Task to complete
For the word "dead", count the lines in the records below that include it and give only that number.

Data
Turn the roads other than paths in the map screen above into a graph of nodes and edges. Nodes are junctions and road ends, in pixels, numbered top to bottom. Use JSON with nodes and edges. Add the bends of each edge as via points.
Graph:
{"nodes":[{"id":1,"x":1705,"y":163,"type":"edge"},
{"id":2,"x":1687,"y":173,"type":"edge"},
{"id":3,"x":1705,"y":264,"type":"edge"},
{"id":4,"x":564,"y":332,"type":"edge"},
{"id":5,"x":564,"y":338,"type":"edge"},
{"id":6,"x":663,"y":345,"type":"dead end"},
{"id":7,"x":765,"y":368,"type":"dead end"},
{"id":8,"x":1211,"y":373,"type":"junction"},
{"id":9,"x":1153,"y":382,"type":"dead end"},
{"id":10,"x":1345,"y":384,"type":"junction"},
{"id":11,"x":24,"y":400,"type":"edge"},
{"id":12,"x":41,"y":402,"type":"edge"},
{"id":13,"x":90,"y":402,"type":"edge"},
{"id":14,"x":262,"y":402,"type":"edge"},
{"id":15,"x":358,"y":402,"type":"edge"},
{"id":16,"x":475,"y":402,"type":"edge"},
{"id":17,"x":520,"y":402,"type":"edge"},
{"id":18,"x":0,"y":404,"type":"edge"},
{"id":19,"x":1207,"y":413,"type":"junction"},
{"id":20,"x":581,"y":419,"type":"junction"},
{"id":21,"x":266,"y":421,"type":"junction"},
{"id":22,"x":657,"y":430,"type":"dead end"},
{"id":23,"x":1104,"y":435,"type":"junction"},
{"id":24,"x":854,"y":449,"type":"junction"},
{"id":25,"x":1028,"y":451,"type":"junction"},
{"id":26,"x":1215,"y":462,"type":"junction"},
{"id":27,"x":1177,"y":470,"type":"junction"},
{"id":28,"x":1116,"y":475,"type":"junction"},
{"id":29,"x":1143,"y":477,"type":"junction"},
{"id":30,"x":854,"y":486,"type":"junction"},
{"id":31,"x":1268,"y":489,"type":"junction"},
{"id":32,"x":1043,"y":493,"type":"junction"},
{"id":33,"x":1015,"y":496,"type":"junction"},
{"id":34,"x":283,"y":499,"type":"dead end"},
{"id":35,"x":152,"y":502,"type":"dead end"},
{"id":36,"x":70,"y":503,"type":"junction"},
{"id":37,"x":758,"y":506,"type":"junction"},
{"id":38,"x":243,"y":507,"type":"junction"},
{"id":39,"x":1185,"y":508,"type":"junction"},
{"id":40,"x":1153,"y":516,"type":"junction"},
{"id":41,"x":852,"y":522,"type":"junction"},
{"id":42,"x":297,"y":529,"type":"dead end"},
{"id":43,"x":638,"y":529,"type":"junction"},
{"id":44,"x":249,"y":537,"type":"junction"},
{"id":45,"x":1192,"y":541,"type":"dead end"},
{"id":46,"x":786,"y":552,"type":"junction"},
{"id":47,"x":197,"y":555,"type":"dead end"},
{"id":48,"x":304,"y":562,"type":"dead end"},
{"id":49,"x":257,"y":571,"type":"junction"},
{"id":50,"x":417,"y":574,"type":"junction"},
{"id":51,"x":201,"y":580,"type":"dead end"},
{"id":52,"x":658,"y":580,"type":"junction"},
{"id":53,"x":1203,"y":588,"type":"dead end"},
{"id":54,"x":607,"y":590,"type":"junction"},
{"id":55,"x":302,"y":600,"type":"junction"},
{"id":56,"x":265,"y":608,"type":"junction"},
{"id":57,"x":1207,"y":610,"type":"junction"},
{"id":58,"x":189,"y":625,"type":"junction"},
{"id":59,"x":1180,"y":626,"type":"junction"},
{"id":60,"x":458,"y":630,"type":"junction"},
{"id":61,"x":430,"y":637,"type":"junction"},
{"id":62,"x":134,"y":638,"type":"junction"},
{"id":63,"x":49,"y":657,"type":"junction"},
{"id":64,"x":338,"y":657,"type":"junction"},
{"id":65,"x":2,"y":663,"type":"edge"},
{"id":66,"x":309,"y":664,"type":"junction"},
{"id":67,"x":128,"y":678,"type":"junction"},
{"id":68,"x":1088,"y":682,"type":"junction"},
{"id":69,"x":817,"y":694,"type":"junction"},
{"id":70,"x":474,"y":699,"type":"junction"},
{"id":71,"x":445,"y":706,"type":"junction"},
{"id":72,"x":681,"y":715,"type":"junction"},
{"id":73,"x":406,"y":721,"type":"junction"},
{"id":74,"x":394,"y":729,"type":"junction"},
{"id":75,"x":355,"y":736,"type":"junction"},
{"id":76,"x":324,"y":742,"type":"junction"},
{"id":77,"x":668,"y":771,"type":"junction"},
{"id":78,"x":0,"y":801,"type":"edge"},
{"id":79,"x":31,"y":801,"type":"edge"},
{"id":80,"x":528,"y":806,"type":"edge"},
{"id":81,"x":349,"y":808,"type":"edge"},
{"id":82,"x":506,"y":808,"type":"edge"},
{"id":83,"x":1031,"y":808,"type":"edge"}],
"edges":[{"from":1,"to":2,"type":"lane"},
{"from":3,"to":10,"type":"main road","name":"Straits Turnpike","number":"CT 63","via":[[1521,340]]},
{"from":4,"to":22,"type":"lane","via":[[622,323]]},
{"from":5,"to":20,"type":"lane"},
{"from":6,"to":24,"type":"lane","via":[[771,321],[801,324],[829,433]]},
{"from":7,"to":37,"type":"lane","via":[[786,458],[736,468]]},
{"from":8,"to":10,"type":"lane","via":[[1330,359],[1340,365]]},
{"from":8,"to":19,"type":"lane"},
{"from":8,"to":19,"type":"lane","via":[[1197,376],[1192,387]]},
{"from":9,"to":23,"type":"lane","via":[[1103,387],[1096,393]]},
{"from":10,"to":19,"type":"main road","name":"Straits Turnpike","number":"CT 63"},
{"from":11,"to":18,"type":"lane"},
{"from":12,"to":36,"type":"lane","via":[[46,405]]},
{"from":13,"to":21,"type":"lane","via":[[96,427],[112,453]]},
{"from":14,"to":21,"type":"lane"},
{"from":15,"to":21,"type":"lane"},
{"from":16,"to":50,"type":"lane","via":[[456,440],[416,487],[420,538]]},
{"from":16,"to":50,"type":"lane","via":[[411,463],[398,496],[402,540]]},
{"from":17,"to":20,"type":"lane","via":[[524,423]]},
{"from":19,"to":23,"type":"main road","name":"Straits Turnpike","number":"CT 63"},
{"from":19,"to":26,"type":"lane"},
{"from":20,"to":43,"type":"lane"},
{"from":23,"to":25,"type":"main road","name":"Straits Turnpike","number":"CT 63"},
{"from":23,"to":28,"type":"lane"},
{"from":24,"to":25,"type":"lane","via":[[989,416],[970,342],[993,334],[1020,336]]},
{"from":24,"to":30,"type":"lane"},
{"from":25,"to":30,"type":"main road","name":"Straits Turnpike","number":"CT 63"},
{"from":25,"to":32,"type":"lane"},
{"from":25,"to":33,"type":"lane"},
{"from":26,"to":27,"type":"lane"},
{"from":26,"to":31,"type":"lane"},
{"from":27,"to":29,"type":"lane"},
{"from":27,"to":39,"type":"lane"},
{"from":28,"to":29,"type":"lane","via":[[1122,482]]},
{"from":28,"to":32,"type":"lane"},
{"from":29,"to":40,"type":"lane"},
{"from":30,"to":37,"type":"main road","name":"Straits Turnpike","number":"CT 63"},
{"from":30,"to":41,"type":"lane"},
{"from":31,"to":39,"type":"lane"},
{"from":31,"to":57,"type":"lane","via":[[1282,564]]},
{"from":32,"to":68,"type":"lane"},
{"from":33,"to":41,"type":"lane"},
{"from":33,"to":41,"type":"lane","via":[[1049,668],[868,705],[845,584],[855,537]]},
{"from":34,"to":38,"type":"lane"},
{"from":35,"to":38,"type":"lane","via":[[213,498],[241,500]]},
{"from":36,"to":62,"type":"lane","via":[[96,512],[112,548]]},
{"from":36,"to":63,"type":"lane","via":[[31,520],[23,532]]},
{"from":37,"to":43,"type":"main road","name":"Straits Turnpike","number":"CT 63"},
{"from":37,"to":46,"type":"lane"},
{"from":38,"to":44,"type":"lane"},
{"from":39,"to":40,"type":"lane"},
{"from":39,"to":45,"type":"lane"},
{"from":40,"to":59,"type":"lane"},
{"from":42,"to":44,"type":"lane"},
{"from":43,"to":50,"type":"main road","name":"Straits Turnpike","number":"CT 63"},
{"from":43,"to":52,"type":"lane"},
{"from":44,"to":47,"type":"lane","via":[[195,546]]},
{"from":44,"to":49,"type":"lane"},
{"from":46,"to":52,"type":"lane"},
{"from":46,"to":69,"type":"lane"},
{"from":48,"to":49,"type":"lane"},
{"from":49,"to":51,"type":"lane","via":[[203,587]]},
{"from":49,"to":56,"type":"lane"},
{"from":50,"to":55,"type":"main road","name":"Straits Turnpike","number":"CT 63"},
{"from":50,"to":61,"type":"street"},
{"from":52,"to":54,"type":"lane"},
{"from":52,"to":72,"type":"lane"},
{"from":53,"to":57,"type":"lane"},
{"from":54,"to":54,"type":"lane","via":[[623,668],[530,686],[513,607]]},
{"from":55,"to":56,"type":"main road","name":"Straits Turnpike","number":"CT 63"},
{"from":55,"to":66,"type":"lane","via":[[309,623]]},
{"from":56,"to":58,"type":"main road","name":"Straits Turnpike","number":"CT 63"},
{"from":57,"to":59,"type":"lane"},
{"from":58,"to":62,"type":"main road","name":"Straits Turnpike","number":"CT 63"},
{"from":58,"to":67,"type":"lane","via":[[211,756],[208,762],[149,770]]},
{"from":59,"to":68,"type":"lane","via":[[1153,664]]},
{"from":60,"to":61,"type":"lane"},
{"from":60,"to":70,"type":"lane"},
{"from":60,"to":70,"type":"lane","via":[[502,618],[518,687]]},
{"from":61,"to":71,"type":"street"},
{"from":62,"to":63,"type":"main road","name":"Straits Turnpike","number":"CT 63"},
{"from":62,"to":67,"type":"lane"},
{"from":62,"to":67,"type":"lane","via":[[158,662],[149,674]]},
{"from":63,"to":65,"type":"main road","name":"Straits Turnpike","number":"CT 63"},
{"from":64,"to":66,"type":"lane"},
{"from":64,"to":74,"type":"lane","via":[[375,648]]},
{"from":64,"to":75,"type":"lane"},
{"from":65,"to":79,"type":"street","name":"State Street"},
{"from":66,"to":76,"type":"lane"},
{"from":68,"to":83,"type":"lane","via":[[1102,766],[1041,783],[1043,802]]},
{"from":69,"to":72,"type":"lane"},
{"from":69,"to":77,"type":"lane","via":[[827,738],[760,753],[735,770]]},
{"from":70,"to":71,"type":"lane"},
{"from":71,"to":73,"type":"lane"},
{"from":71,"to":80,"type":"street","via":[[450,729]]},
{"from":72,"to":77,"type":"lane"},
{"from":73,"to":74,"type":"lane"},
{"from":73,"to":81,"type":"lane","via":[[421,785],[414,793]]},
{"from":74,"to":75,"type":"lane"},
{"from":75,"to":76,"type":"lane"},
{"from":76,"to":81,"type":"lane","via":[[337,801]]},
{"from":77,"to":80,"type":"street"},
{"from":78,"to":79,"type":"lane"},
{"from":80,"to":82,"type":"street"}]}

Completed task
12